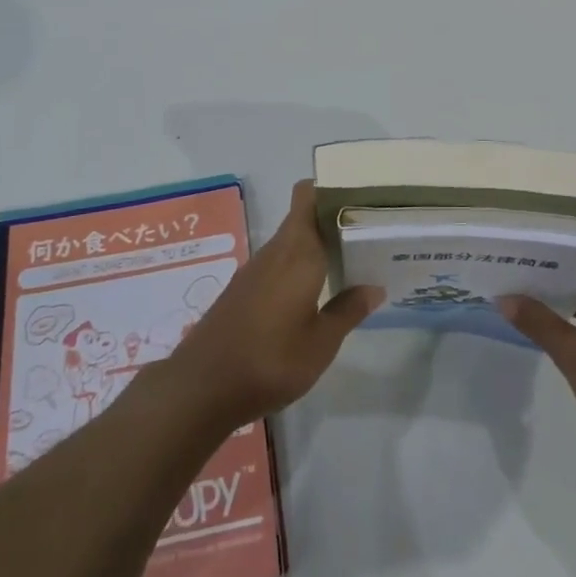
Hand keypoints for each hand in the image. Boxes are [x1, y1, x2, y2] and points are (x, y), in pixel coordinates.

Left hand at [164, 181, 381, 429]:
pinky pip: (278, 263)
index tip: (362, 199)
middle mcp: (276, 251)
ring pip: (291, 241)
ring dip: (317, 245)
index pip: (309, 195)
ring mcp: (255, 269)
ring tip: (350, 260)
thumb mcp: (321, 343)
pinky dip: (299, 267)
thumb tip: (374, 287)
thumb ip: (348, 310)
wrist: (201, 387)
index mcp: (298, 251)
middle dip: (333, 220)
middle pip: (304, 216)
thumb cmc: (270, 360)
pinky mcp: (242, 289)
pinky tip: (315, 291)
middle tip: (368, 234)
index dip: (332, 189)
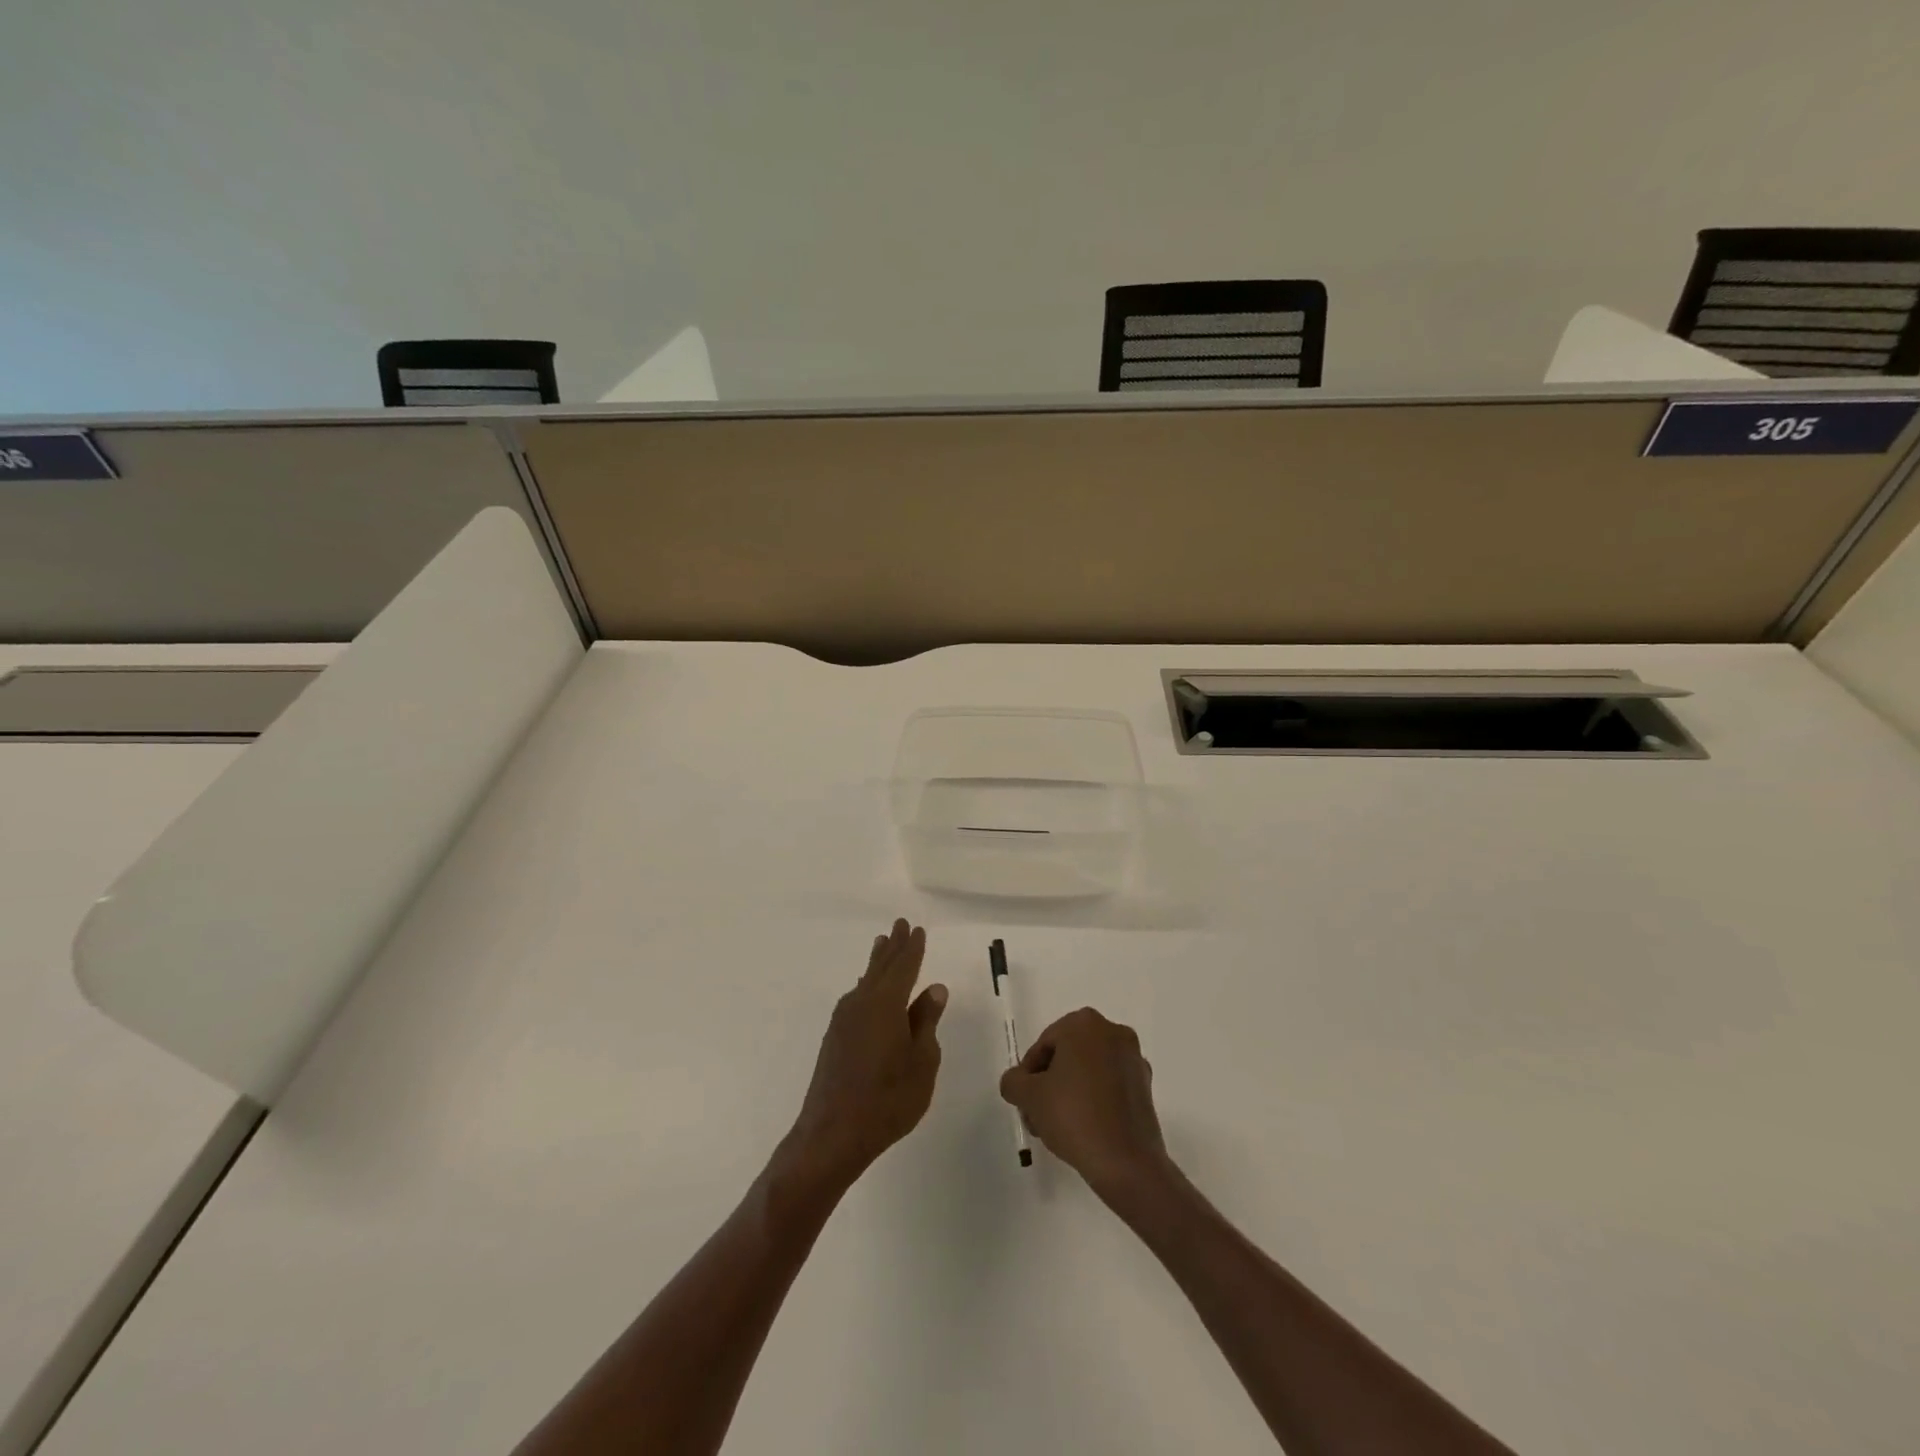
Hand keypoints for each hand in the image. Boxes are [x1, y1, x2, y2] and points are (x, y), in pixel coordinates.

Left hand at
::::
Prompt :: Pictures are not part of the copy. Output only the lines from the one with "middle pip: (304, 216)" through the final line of the records, exactly as given.

Task result ::
middle pip: (304, 216)
thumb cmc: (270, 360)
pinky mcp: (242, 289)
pinky tip: (315, 291)
middle tip: (368, 234)
index dip: (332, 189)
Hand keypoints for each hand in the image. Boxes are [x1, y1, x2, y2] and points are (x, y), in pixel coordinates.

Left hand at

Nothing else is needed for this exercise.